The Delineator featured the Butterick sewing patterns and provided an in-depth look at the fashion of the day. Butterick also produced quarterly catalogs of fashion patterns in the 1920s and early 1930s.

In addition to clothing patterns, the magazine published photos and drawings of embroidery and needlework that could be used to adorn both clothing and items for the home. It also included articles on all forms of home decor.  It also published fiction, including many short stories by L. Frank Baum. In the late 1920s, it featured covers by noted fashion artist Helen Dryden.
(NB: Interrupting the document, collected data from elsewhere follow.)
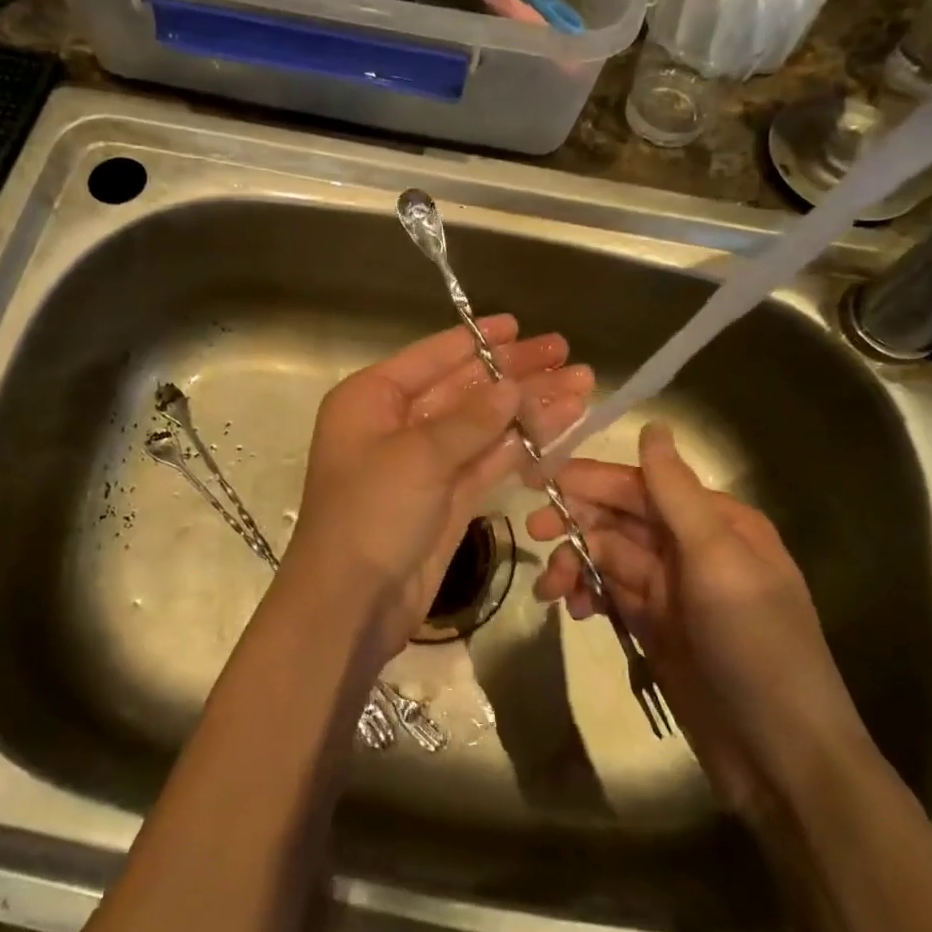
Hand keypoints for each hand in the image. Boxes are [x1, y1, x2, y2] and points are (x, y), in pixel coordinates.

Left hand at [281, 316, 591, 663]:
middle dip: (515, 373)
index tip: (521, 326)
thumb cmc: (370, 514)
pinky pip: (489, 461)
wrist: (351, 605)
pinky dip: (522, 446)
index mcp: (372, 398)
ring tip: (581, 386)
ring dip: (529, 408)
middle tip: (566, 354)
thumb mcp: (417, 457)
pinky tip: (560, 427)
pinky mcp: (447, 498)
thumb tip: (512, 385)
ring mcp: (424, 462)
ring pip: (483, 425)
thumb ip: (470, 419)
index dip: (478, 341)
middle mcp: (397, 423)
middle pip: (464, 388)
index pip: (433, 357)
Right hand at [528, 423, 868, 818]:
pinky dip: (587, 596)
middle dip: (576, 522)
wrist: (782, 758)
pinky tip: (574, 611)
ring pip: (608, 557)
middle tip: (535, 533)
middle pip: (619, 519)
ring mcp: (671, 590)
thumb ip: (676, 494)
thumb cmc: (755, 646)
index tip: (537, 480)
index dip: (589, 479)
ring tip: (552, 592)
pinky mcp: (656, 627)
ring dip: (576, 565)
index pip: (641, 485)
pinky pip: (610, 594)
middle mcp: (692, 547)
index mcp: (715, 521)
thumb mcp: (717, 561)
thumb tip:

It ceased publication in 1937.

Further reading
Endres, Kathleen L. and Therese L. Lueck, eds. Women's Periodicals in the United States: Consumer Magazines. Westport, CT: Greenwood Press, 1995: 60.

Bland, Sidney R. "Shaping the Life of the New Woman: The Crusading Years of the "Delineator" ." American Periodicals. Columbus, OH: The Ohio State University Press, 2009: Vol

References

External links 

  Note-The color plates are often not scanned.
 Catalog record for online issues
 Online archive of cover images
 The Delineator (143 issues digitized) at Cornell University Library
 The Delineator (49 issues) Canadiana by CRKN
 The Delineator ( 39 issues) at The Internet Archive
 The Delineator (5 issues), part of "An Online Exhibition of Canadian Dress: The Confederation Era (1840–1890)" at the Canadian Museum of History | Musée Canadien de l'Histoire
 The Delineator at The Winterthur Library (not digitized)
 The Delineator at the Metropolitan Museum of Art (not digitized)
 The Delineator at the Modern Literature & Culture Research Centre at Ryerson University (not digitized)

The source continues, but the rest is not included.